The Well-Tempered Clavier is J.S. Bach’s two-part compendium of forty-eight preludes and fugues based in each of the major and minor keys. On November 2, in observance of the centennial of EMU’s Pease Auditorium, piano professor emeritus Dady Mehta will perform twelve of the twenty-four preludes and fugues that make up the Well-Tempered Clavier, Book II.

Mehta glows with a congenial and keenly observant intelligence. In an interview at his home, the octogenarian musicologist spoke at length of his birth in Shanghai, a journey to Paris with pianist Bela Belai at the age of sixteen, and his arrival in Vienna in 1953 at age nineteen. There, he says, “I grew up musically” as a student of keyboard master Bruno Seidlhofer.

Musicality and an unwavering work ethic are the lifeblood of the Mehta family. Mehta named his eldest son after a Zoroastrian holy day; Navroj “Nuvi” Mehta, who studied with Leonard Bernstein, is now an esteemed violinist, educator, and conductor of the San Diego Symphony. His brother, Bejun Mehta, has flourished as a Baroque countertenor at the Metropolitan Opera. Bejun learned the fundamentals of high voice technique from his mother, soprano Martha Ritchey Mehta, who for many years was affiliated with the U-M Museum of Art. And in case you wondered, internationally acclaimed conductor Zubin Mehta is Dady’s cousin.

We have been discussing art, oppression, humanity, and Shostakovich when Mehta stands and walks across the studio to his Steinway piano. There is a perceptible shift in the energy of the room. A fugue has sprouted from the seedbed of its prelude. His fingers move with uncanny precision and rapidity, and I have the distinct impression that he is merging with something elemental in the music that defines and sustains him.

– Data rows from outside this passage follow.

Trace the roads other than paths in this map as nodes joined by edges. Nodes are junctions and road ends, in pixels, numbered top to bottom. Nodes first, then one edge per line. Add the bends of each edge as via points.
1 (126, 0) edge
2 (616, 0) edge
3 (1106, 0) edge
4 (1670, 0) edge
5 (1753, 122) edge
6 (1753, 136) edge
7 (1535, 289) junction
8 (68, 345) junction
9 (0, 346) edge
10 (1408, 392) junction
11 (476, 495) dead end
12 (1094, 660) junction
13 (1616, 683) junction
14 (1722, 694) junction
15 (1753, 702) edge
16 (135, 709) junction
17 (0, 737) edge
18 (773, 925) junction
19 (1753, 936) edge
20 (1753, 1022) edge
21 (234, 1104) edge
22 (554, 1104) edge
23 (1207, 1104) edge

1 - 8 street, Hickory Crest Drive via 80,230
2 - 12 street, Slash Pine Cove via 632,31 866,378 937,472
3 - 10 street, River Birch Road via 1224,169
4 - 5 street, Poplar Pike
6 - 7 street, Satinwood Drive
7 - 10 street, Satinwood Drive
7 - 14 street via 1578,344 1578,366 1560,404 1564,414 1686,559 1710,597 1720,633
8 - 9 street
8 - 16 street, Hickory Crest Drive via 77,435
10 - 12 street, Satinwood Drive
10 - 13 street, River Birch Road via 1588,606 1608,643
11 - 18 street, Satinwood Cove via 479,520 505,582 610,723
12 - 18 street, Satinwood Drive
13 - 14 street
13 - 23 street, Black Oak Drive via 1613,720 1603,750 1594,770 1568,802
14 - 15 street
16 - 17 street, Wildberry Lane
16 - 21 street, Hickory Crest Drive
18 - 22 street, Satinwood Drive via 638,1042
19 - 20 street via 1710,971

Bach, he explains, placed great emphasis upon the songlike qualities of instrumental music. As a fugue unfurls, three or four separate voices are summoned and interwoven. When one of his hands is called upon to negotiate two voices at once, Mehta differentiates by playing one part more softly than the other. During a particularly scintillating passage he grins, chuckles, and says, “This is in triple counterpoint!”

The preludes are constructed in ways that suggest the shifting repetitive grace of dance. Since the original root of the word “fugue” is “flight,” it seems perfectly natural for the mingling voices to take wing and begin to wheel overhead. To this listener, the force that holds Bach’s cycle together appears to be centrifugal. And with reverberations lingering in the air, etymology suggests yet another adjective: fugacious, meaning fleeting or evanescent.